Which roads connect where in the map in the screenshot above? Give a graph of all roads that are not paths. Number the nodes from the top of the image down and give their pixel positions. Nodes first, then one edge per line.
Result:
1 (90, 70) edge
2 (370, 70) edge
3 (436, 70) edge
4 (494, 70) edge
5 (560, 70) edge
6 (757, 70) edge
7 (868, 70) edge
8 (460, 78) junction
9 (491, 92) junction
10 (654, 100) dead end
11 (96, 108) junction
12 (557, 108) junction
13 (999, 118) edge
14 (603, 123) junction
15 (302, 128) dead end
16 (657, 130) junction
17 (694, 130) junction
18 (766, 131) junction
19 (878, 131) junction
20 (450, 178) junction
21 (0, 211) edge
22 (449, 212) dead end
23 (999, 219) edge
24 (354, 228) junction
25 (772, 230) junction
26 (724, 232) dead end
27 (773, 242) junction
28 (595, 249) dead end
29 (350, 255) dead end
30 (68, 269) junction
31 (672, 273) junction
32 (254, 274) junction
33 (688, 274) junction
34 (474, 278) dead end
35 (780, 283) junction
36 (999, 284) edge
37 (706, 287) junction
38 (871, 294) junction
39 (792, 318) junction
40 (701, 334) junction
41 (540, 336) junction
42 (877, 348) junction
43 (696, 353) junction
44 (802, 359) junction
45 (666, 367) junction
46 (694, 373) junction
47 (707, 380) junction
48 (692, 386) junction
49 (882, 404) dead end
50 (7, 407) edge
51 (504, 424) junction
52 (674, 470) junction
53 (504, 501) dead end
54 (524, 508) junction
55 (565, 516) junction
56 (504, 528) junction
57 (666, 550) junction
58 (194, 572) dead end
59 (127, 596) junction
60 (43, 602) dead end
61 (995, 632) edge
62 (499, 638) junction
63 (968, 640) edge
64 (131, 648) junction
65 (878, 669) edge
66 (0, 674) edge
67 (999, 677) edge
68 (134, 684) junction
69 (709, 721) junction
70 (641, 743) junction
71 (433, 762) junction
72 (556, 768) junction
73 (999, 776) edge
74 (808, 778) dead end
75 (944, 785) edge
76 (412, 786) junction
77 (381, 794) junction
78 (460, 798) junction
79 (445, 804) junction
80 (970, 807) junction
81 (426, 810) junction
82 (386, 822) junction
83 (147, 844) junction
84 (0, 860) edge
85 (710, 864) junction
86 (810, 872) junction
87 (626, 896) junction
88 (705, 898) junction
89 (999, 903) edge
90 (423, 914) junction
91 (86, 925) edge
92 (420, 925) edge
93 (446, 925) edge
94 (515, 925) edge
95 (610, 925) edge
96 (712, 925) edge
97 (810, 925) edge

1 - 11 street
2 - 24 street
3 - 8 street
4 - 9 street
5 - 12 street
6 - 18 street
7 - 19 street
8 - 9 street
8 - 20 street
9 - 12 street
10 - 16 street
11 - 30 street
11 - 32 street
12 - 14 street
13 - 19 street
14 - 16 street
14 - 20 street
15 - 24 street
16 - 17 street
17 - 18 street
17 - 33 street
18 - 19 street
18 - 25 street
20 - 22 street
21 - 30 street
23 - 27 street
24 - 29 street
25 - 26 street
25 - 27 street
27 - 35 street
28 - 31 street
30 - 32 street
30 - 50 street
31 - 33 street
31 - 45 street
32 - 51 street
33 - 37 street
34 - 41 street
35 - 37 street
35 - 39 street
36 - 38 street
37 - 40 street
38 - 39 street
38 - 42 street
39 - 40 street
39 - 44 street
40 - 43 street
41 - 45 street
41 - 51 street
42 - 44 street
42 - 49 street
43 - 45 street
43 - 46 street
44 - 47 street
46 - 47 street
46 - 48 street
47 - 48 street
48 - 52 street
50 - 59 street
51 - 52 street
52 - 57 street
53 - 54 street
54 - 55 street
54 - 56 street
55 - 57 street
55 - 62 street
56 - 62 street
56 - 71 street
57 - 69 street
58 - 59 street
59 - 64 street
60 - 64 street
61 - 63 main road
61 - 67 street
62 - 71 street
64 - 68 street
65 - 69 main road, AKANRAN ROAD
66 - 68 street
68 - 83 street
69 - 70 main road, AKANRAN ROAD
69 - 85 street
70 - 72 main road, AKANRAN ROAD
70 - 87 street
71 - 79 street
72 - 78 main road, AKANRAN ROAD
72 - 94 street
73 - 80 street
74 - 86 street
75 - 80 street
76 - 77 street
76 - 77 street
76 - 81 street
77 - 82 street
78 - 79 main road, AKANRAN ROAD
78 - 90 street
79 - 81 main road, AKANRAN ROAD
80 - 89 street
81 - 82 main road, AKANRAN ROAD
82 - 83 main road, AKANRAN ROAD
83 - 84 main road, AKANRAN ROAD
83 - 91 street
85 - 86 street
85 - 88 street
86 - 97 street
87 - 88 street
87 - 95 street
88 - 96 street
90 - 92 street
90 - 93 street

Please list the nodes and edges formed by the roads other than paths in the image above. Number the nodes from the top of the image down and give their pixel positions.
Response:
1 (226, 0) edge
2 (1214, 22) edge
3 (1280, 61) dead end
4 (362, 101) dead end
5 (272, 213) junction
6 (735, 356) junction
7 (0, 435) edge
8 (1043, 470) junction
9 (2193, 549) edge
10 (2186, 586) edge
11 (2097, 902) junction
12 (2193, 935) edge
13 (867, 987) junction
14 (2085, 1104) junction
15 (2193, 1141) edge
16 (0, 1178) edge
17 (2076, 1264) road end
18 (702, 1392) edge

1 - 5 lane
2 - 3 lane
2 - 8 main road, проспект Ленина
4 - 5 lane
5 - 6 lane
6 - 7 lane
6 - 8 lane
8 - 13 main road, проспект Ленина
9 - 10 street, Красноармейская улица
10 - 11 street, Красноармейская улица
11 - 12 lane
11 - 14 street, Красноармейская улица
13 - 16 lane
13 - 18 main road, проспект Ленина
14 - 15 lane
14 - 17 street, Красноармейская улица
______________________________
» THE PROBLEM: Please report all lines in the entries where "lane" appears.

» WRITTEN RESPONSE:
1 - 5 lane
2 - 3 lane
4 - 5 lane
5 - 6 lane
6 - 7 lane
6 - 8 lane
11 - 12 lane
13 - 16 lane
14 - 15 lane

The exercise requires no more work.